- _WHAT THE TASK ASKS_:
Where in the listing does the word "bottom" appear? Report each line that holds it.

- _STORED DATA_:
Start of Block
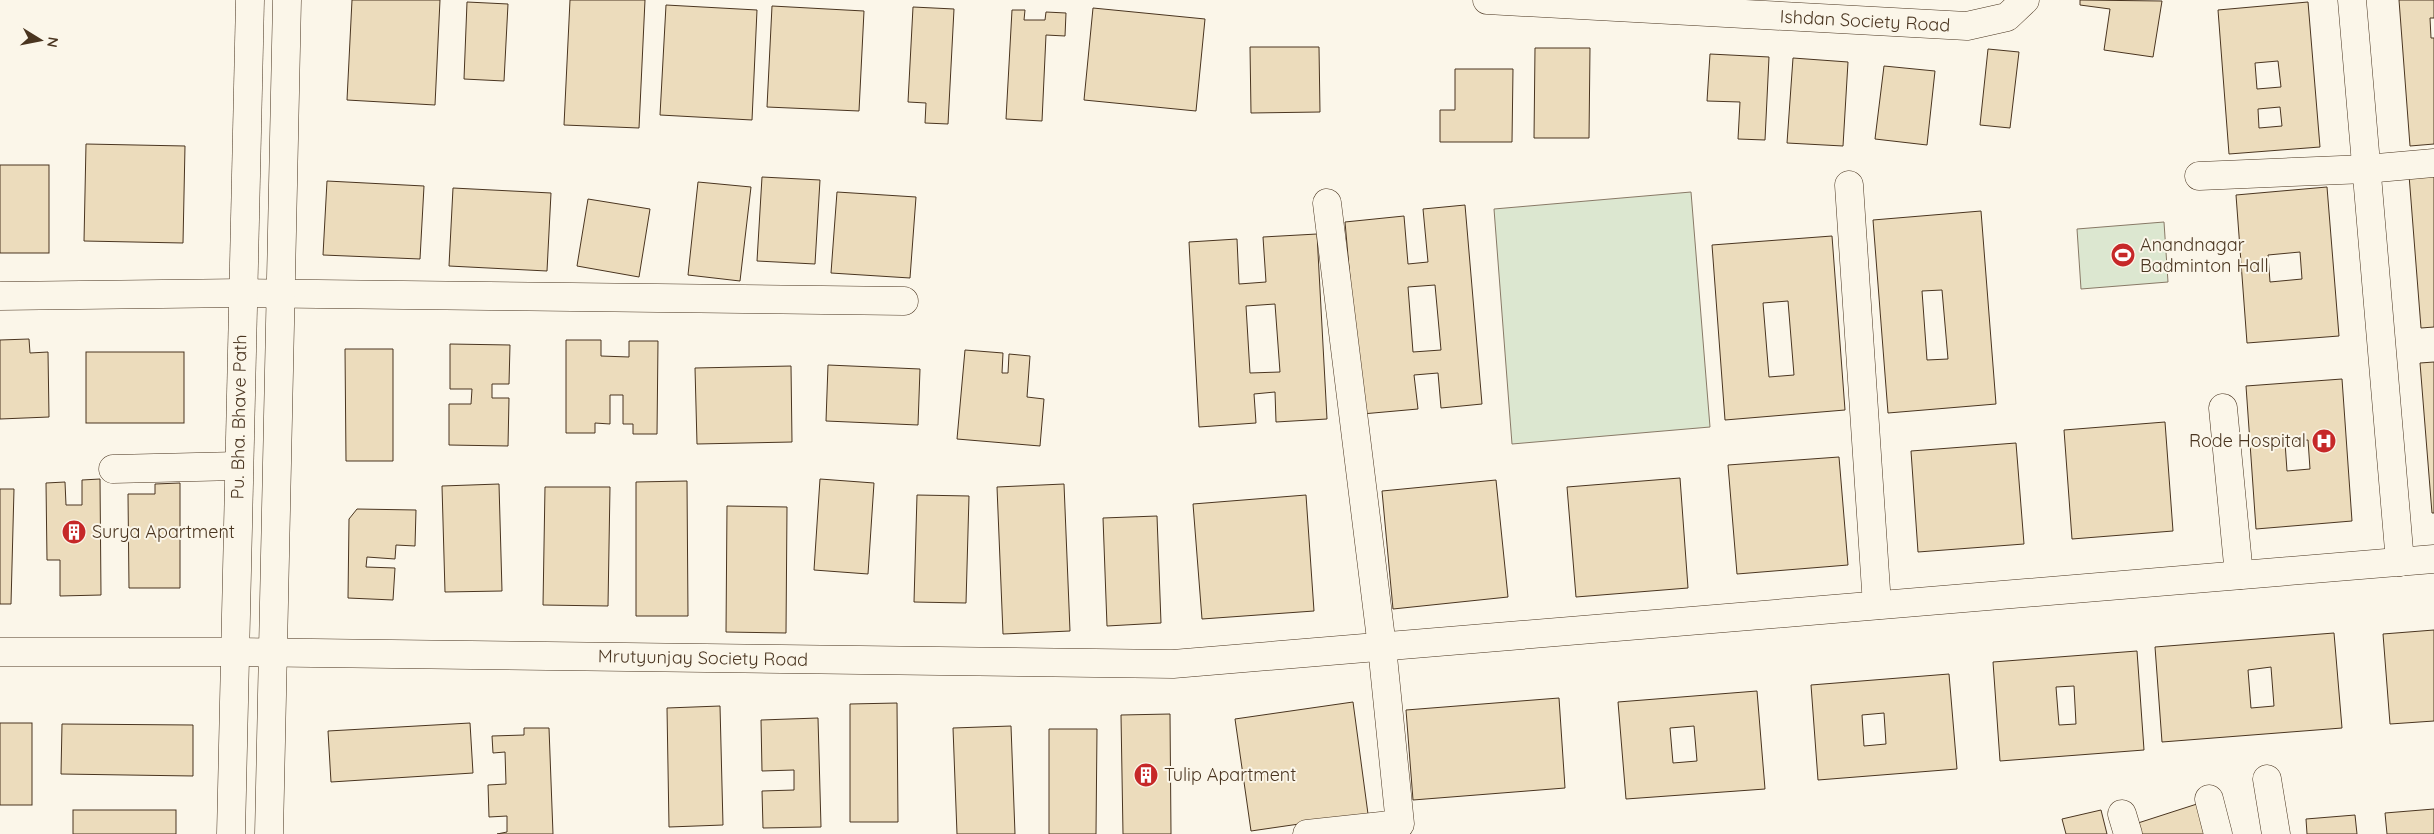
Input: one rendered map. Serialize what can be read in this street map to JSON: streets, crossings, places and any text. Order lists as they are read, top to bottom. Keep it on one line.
End of Block
Start of Block
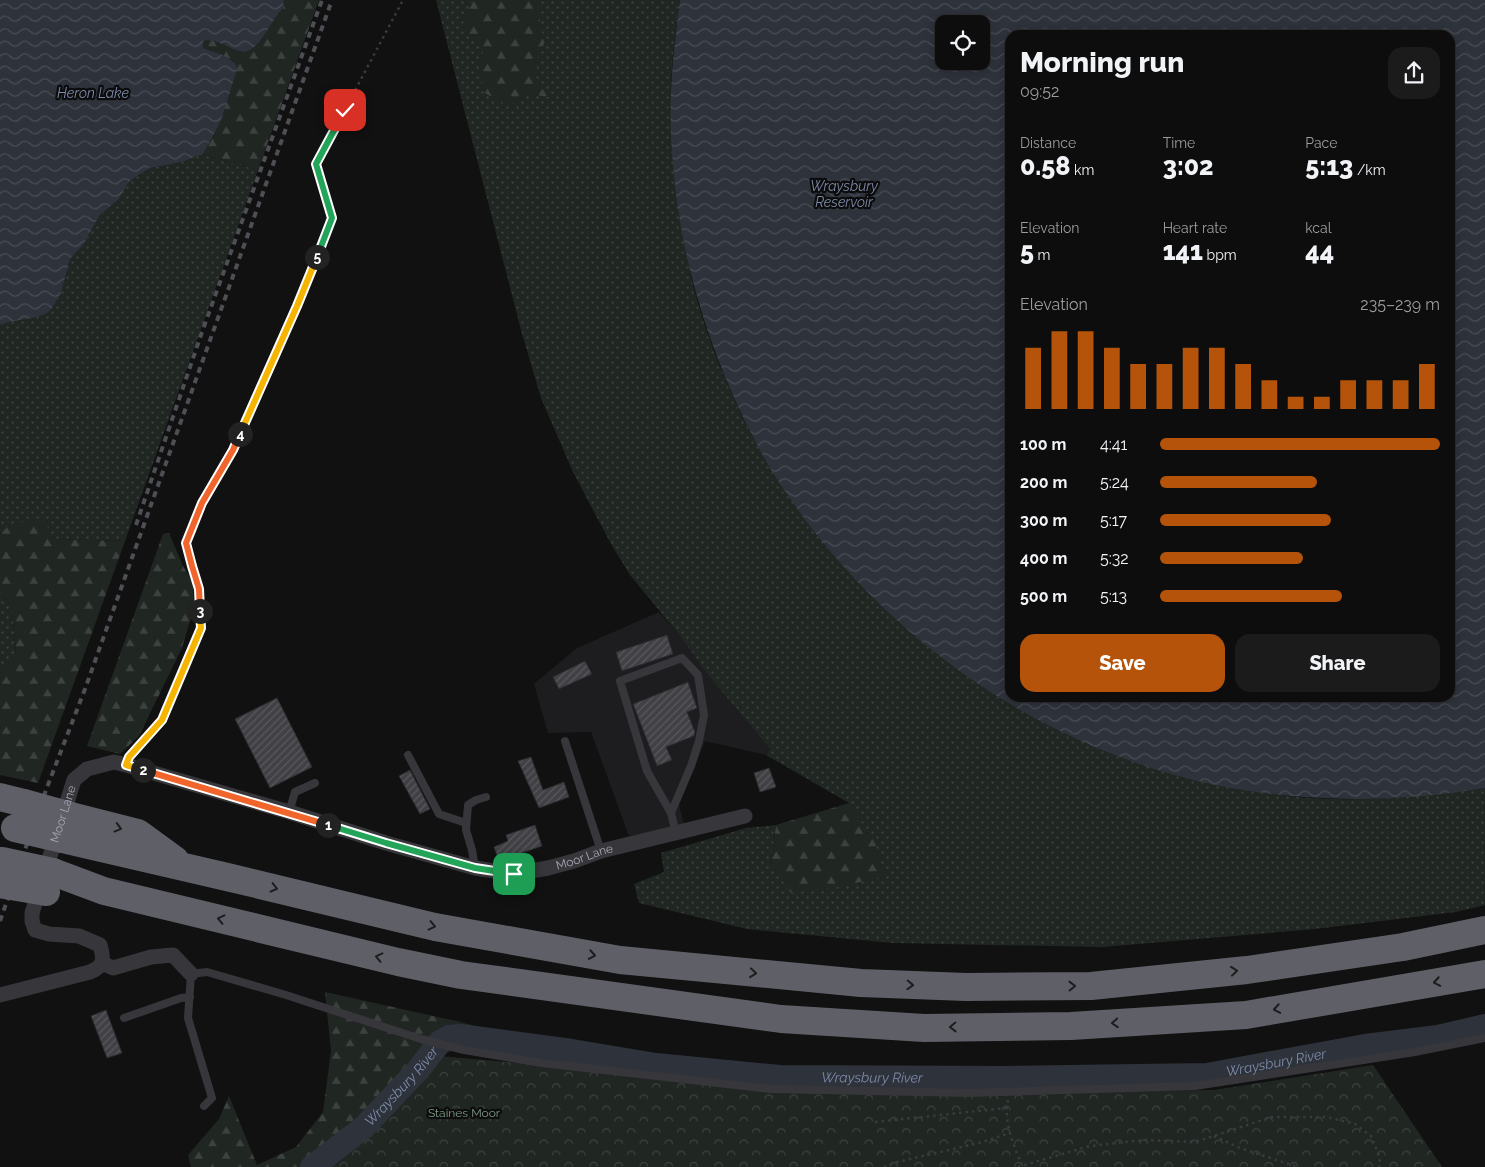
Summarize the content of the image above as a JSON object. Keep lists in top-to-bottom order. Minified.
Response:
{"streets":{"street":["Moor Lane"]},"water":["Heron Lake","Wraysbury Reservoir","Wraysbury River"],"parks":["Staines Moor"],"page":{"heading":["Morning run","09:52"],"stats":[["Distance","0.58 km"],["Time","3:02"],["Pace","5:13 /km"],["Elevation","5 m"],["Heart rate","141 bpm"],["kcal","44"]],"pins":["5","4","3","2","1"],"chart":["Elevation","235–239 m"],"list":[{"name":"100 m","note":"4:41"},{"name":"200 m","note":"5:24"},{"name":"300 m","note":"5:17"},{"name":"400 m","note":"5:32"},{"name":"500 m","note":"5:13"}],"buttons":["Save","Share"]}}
End of Block
- _RESULT FOR THIS EXERCISE_:
Input: one rendered map. Serialize what can be read in this street map to JSON: streets, crossings, places and any text. Order lists as they are read, top to bottom. Keep it on one line.
Summarize the content of the image above as a JSON object. Keep lists in top-to-bottom order. Minified.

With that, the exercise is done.